One of the main claims of this article is the practicability of the attacks. The paper pointed out that previous attacks like DIA need the label of the test sample. The reviewer agrees that it is very valuable to design a label-free attack. However, in Section 4, the authors claimed that the attacker has white-box access to the latest updated model parameters provided by some malicious insider. In my opinion, this assumption is impractical. First, who is the malicious insider? Can the authors provide a real-world example?
We thank you for giving us the opportunity to clarify this crucial point. Please see the common response.
In the threat model of (Cong et al., 2024), they proposed a black-box attack named TePA. TePA does not need access to the parameters of the updated model, which is more practical.
Thank you for pointing out the TePA attack. We remark that in TePA, the adversary needs to feed poisoned samples across consecutive test batches to have effect.
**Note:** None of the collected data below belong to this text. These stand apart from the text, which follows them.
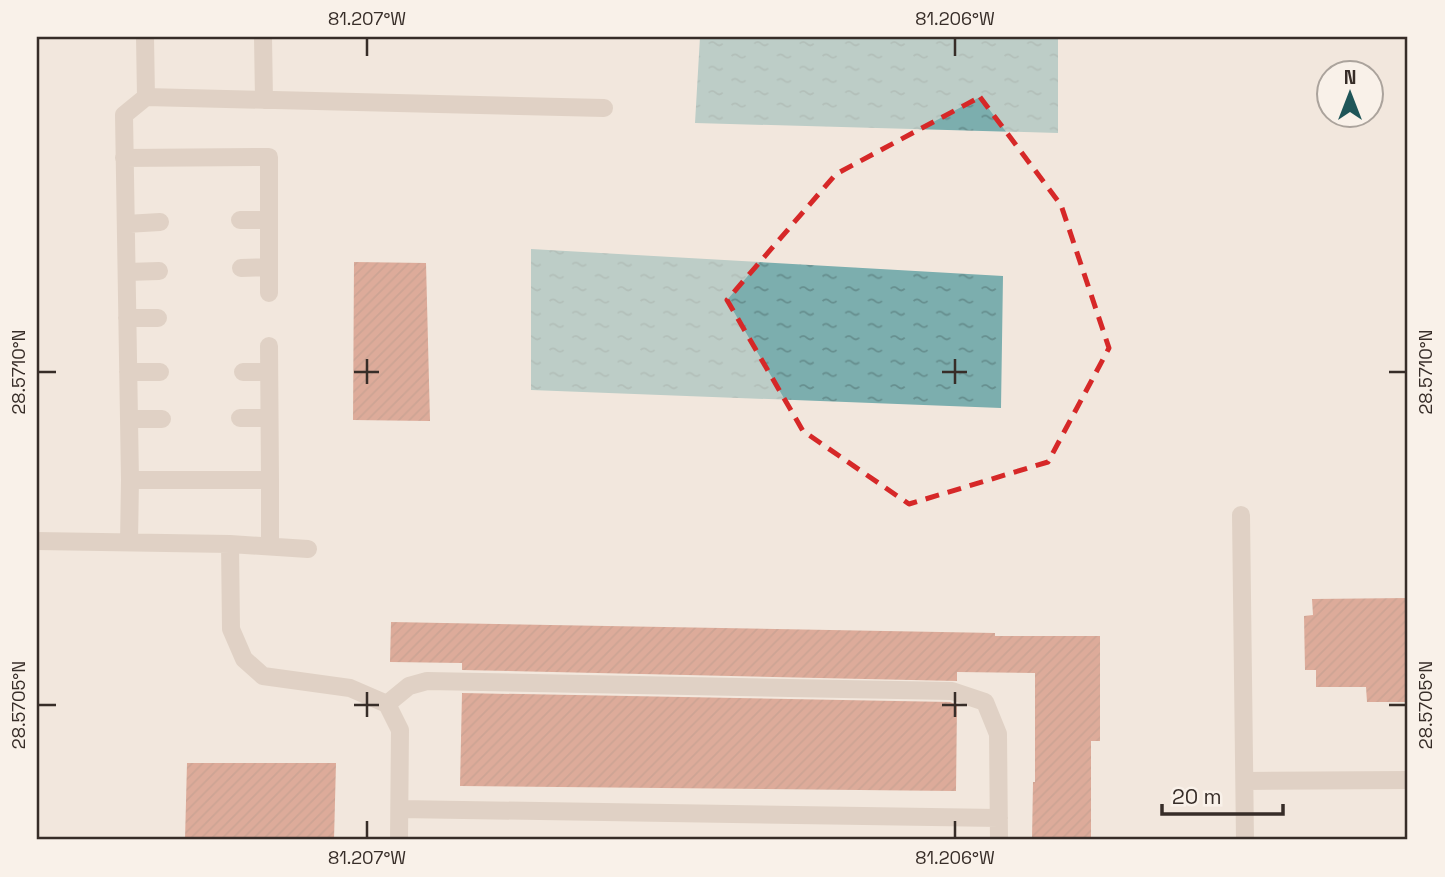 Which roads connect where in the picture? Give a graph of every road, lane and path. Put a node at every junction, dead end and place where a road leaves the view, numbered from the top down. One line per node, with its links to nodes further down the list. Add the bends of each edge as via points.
1 (145, 37): 3 (lane)
2 (263, 37): 4 (lane)
3 (146, 97): 4 (lane); 6 (lane, via 124,115)
4 (264, 100): 5 (lane)
5 (604, 108)
6 (124, 158): 8 (lane, via 269,156); 10 (lane)
7 (240, 220): 8 (lane)
8 (269, 220): 11 (lane)
9 (160, 222): 10 (lane)
10 (126, 224): 14 (lane)
11 (268, 267): 12 (lane); 15 (lane)
12 (241, 268)
13 (159, 271): 14 (lane)
14 (127, 272): 16 (lane)
15 (269, 293)
16 (127, 318): 17 (lane); 19 (lane)
17 (158, 318)
18 (269, 346): 22 (lane)
19 (128, 372): 20 (lane); 25 (lane)
20 (160, 372)
21 (243, 372): 22 (lane)
22 (268, 372): 24 (lane)
23 (240, 418): 24 (lane)
24 (268, 418): 28 (lane)
25 (129, 419): 26 (lane); 27 (lane)
26 (162, 419)
27 (130, 480): 28 (lane); 31 (lane)
28 (270, 480): 33 (lane)
29 (1241, 515): 37 (lane)
30 (37, 541): 31 (lane)
31 (129, 542): 32 (lane)
32 (230, 544): 33 (lane); 35 (lane, via 231,629 244,659 263,676 350,688)
33 (270, 546): 34 (lane)
34 (309, 549)
35 (387, 704): 38 (lane, via 400,730); 39 (lane, via 409,686 427,681 952,691 985,702 998,734)
36 (1408, 780): 37 (lane)
37 (1246, 781): 42 (lane)
38 (400, 809): 39 (lane); 40 (lane)
39 (999, 818): 41 (lane)
40 (399, 840)
41 (999, 840)
42 (1245, 840)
One key distinction between our evaluation of attack's effectiveness compared to TePA is that we only consider how non-perturbed benign samples are hampered in a certain batch for evaluation. In stark opposition with TePA, we consider every new batch as an independent trial, which is a different and more challenging scenario. For example, to degrade performance using the TENT [1] on fog corruption for the CIFAR-100 dataset by only 2.6%, TePA needs adaptation on 40 batches (batch size of 200), with 20% of the samples poisoned. If the victim performs TTA in a episodic manner (i.e., the DNN is reset to original state), TePA will become less effective. Moreover, considering threats in our scenario is more in line with recent work [2] which strongly advocates resetting the model to prevent performance degradation.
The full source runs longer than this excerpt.